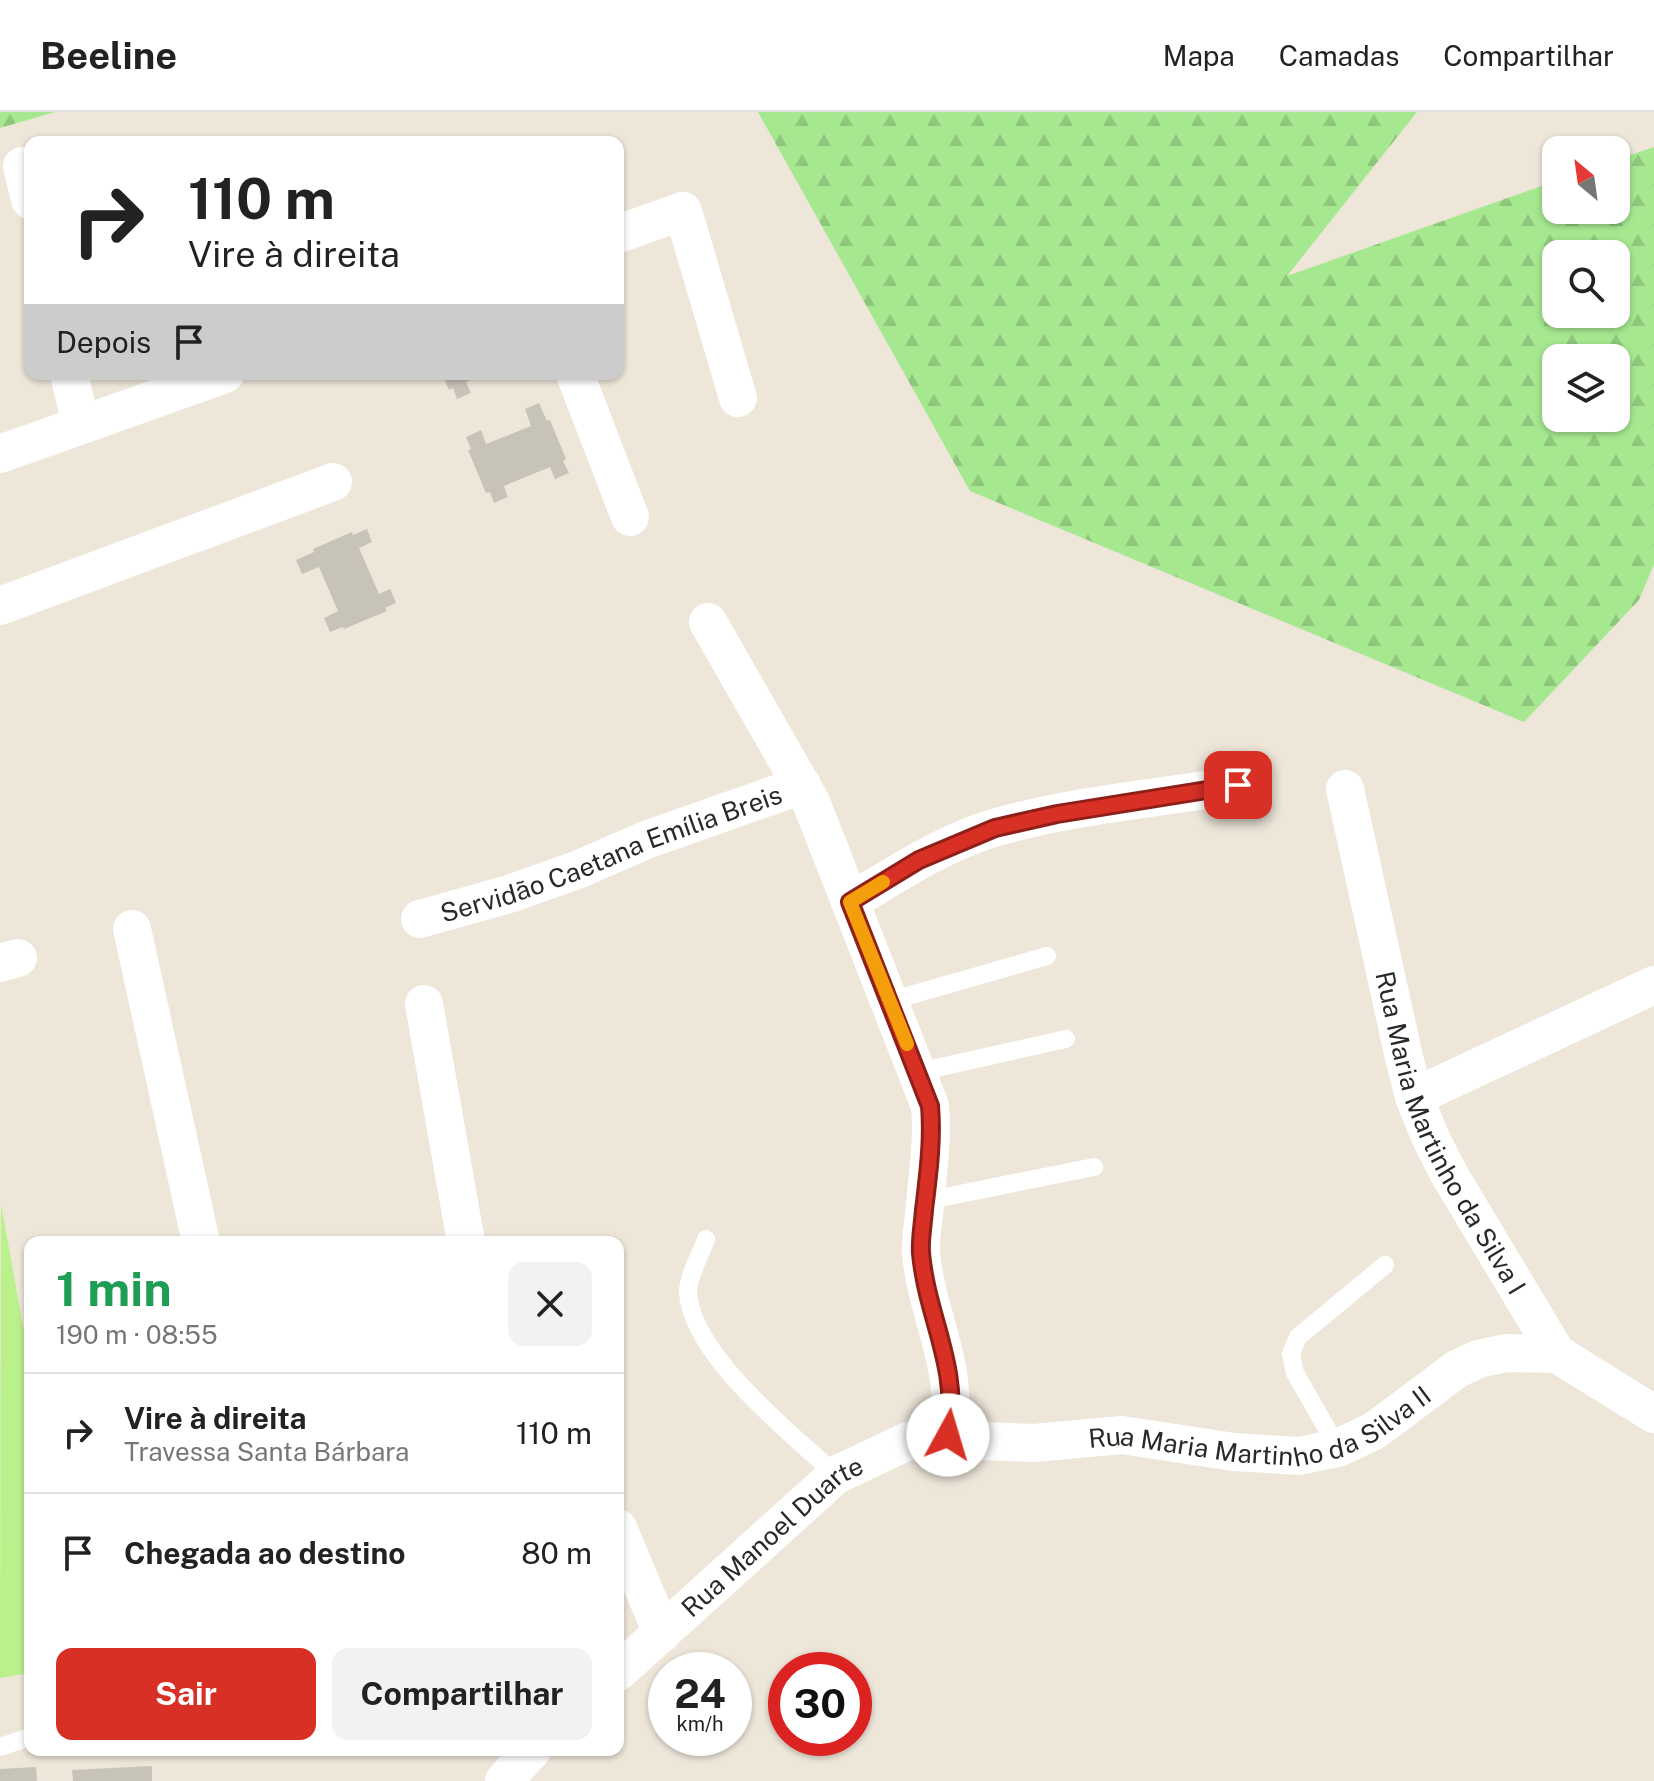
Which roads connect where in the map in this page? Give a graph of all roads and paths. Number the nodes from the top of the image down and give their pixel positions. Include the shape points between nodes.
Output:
1 (624, 232) edge
2 (70, 380) edge
3 (208, 380) edge
4 (577, 380) edge
5 (738, 398) dead end
6 (81, 425) junction
7 (0, 454) edge
8 (333, 482) dead end
9 (630, 517) dead end
10 (0, 606) edge
11 (708, 622) dead end
12 (802, 785) junction
13 (1238, 785) dead end
14 (1345, 789) dead end
15 (850, 902) junction
16 (420, 919) dead end
17 (132, 929) dead end
18 (1047, 956) dead end
19 (1654, 985) edge
20 (890, 1001) junction
21 (424, 1004) dead end
22 (1066, 1039) dead end
23 (918, 1072) junction
24 (1414, 1097) junction
25 (1094, 1167) dead end
26 (925, 1201) junction
27 (200, 1236) edge
28 (465, 1236) edge
29 (706, 1239) dead end
30 (1385, 1265) dead end
31 (1557, 1354) junction
32 (1654, 1414) edge
33 (948, 1435) junction
34 (1338, 1448) junction
35 (836, 1475) junction
36 (624, 1547) edge
37 (662, 1633) junction
38 (624, 1667) edge
39 (24, 1739) edge
40 (0, 1747) edge
41 (527, 1756) edge
42 (504, 1781) edge

1 - 5 street via 683,211
2 - 6 street
3 - 6 street
4 - 9 street
6 - 7 street
8 - 10 street
11 - 12 street
12 - 15 street
12 - 16 street, Servidão Caetana Emília Breis via 509,894
13 - 15 street via 995,828 919,860
14 - 24 street, Rua Maria Martinho da Silva I
15 - 20 street
17 - 27 street
18 - 20 lane
19 - 24 street
20 - 23 street
21 - 28 street
22 - 23 lane
23 - 26 street via 932,1130
24 - 31 street, Rua Maria Martinho da Silva I via 1449,1174
25 - 26 lane
26 - 33 street via 921,1250 951,1386
29 - 35 lane via 688,1289 705,1342 731,1375
30 - 34 lane via 1298,1337 1291,1354 1295,1373
31 - 32 street, Rua Maria Martinho da Silva I
31 - 34 street, Rua Maria Martinho da Silva II via 1506,1353 1478,1359 1374,1431
33 - 34 street, Rua Maria Martinho da Silva II via 1006,1443 1122,1435 1299,1456
33 - 35 street, Rua Manoel Duarte via 908,1441
35 - 37 street, Rua Manoel Duarte
36 - 37 street
37 - 38 street, Rua Manoel Duarte
39 - 40 lane
41 - 42 street

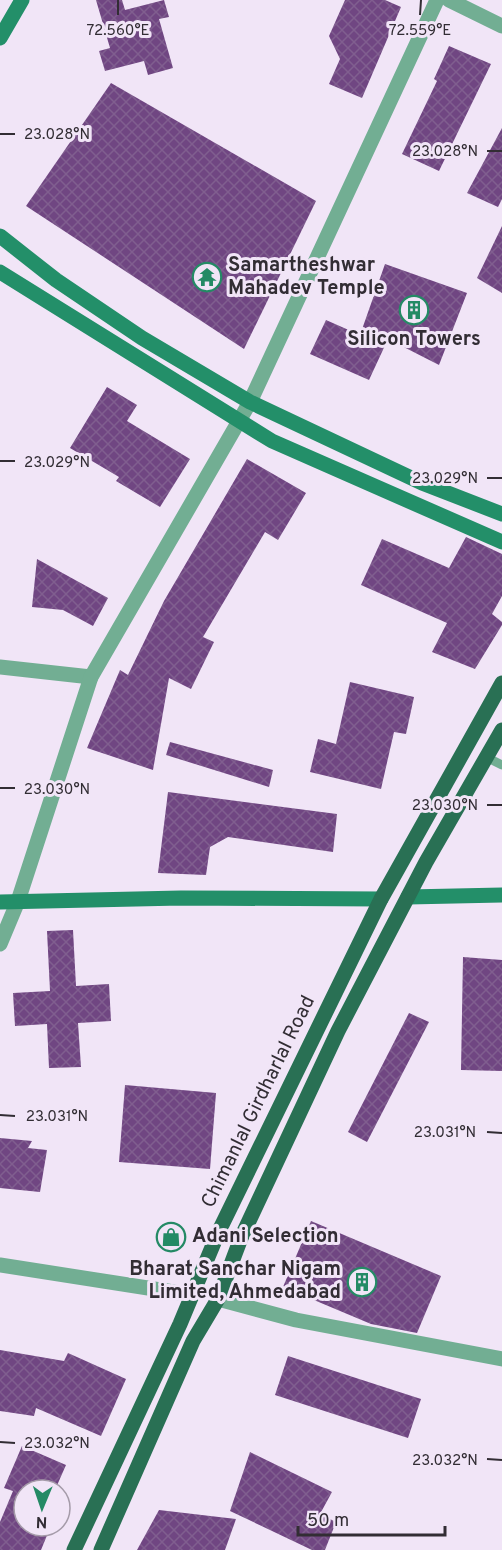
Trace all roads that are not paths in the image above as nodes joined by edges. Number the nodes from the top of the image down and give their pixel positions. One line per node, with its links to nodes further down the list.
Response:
1 (22, 0): 5 (main road)
2 (437, 0): 8 (street)
3 (449, 0): 4 (street)
4 (502, 26)
5 (0, 38)
6 (0, 236): 8 (main road)
7 (0, 272): 9 (main road)
8 (250, 402): 9 (street); 10 (main road)
9 (238, 419): 11 (main road); 13 (street)
10 (502, 514)
11 (502, 542)
12 (0, 667): 13 (street)
13 (91, 677): 22 (street)
14 (502, 683): 20 (main road, Chimanlal Girdharlal Road)
15 (502, 730): 16 (main road, Chimanlal Girdharlal Road)
16 (486, 757): 17 (lane); 19 (main road, Chimanlal Girdharlal Road)
17 (502, 765)
18 (502, 895): 19 (main road)
19 (408, 897): 26 (main road, Chimanlal Girdharlal Road)
20 (381, 899): 22 (main road); 25 (main road, Chimanlal Girdharlal Road)
21 (0, 902): 22 (main road)
22 (18, 902): 23 (street)
23 (0, 944)
24 (0, 1265): 25 (street)
25 (193, 1295): 28 (main road, Chimanlal Girdharlal Road)
26 (218, 1299): 27 (street); 29 (main road, Chimanlal Girdharlal Road)
27 (502, 1359)
28 (74, 1550)
29 (101, 1550)

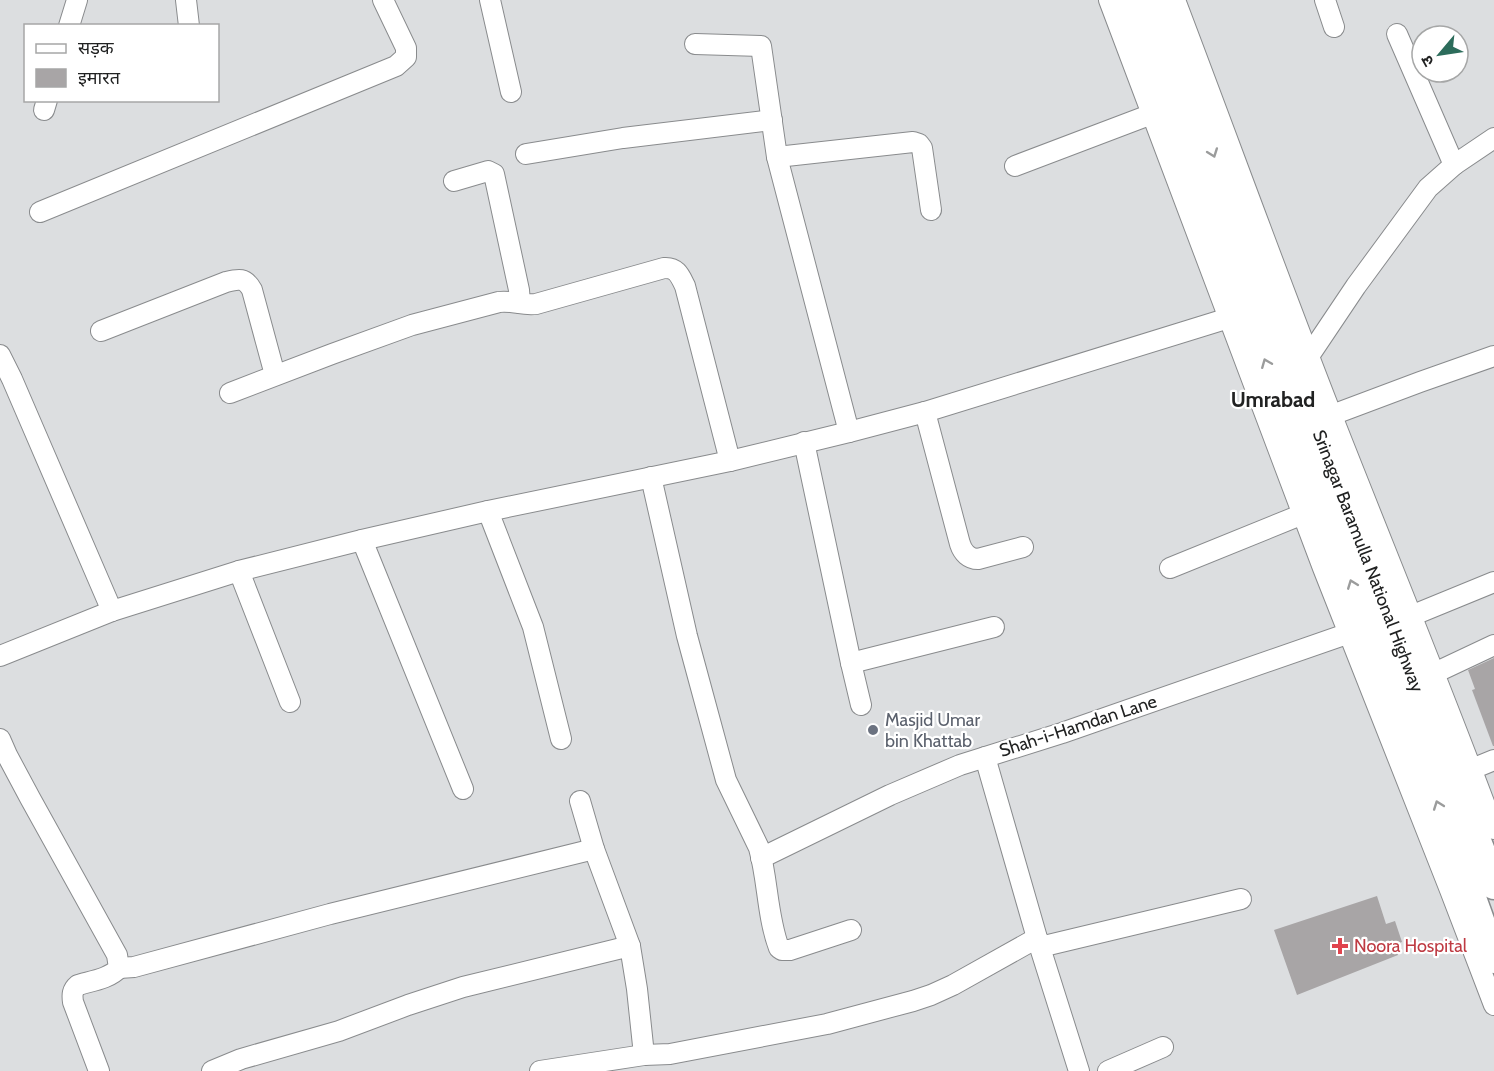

→ TASK STATEMENT
Work out how many lines in the entries hold the string "Silva". Your answer should consist solely of that number.

→ SOLVED PROBLEM
5